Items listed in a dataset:
# # # # #
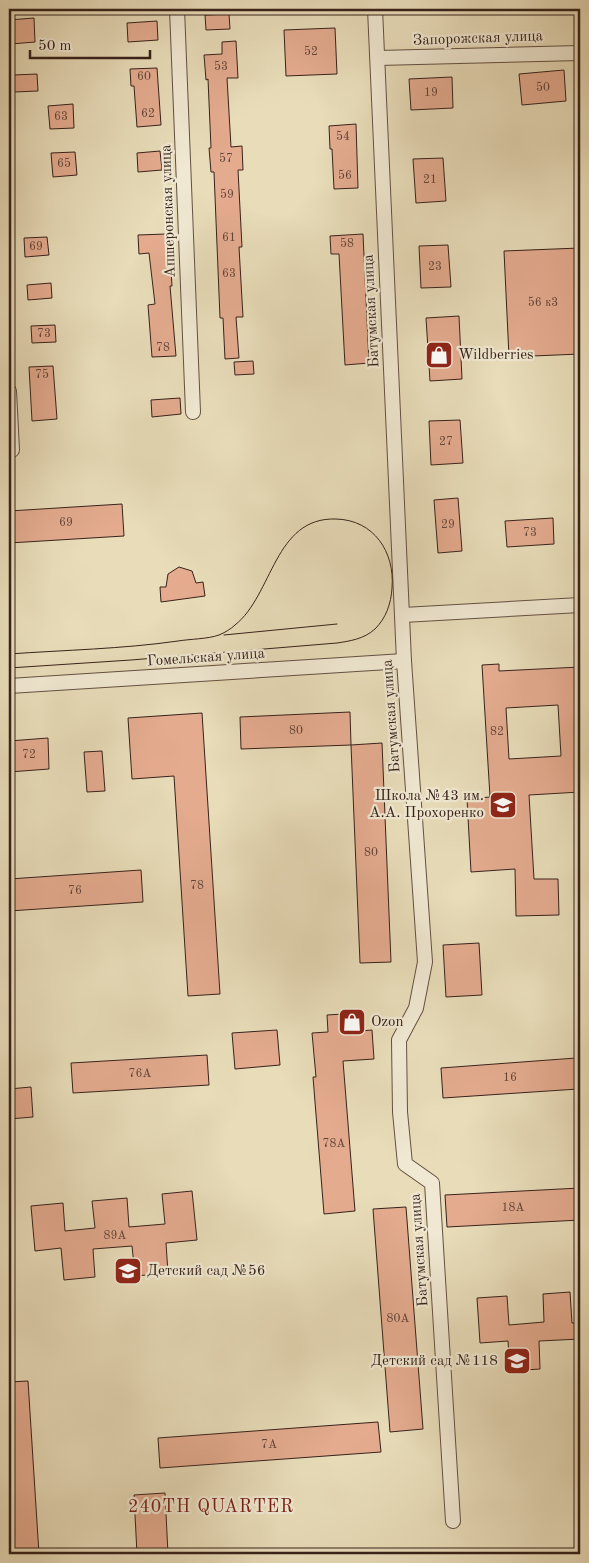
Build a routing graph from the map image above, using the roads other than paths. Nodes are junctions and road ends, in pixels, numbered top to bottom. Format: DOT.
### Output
graph roads {
  1 [pos="177,9"];
  2 [pos="375,9"];
  3 [pos="580,53"];
  4 [pos="378,58"];
  5 [pos="9,391"];
  6 [pos="193,412"];
  7 [pos="12,450"];
  8 [pos="580,606"];
  9 [pos="403,615"];
  10 [pos="404,661"];
  11 [pos="9,686"];
  12 [pos="453,1521"];
  1 -- 6 [label="street, Апшеронская улица"];
  2 -- 4 [label="street, Батумская улица"];
  3 -- 4 [label="street, Запорожская улица"];
  4 -- 9 [label="street, Батумская улица"];
  5 -- 7 [label="street"];
  8 -- 9 [label="street"];
  9 -- 10 [label="street, Батумская улица"];
  10 -- 11 [label="street, Гомельская улица"];
  10 -- 12 [label="street, Батумская улица"];
}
# # # # #
• **Task item**: Drop the pictures and give every line above again exactly.

• **Response to the task**:
Build a routing graph from the map image above, using the roads other than paths. Nodes are junctions and road ends, in pixels, numbered top to bottom. Format: DOT.
### Output
graph roads {
  1 [pos="177,9"];
  2 [pos="375,9"];
  3 [pos="580,53"];
  4 [pos="378,58"];
  5 [pos="9,391"];
  6 [pos="193,412"];
  7 [pos="12,450"];
  8 [pos="580,606"];
  9 [pos="403,615"];
  10 [pos="404,661"];
  11 [pos="9,686"];
  12 [pos="453,1521"];
  1 -- 6 [label="street, Апшеронская улица"];
  2 -- 4 [label="street, Батумская улица"];
  3 -- 4 [label="street, Запорожская улица"];
  4 -- 9 [label="street, Батумская улица"];
  5 -- 7 [label="street"];
  8 -- 9 [label="street"];
  9 -- 10 [label="street, Батумская улица"];
  10 -- 11 [label="street, Гомельская улица"];
  10 -- 12 [label="street, Батумская улица"];
}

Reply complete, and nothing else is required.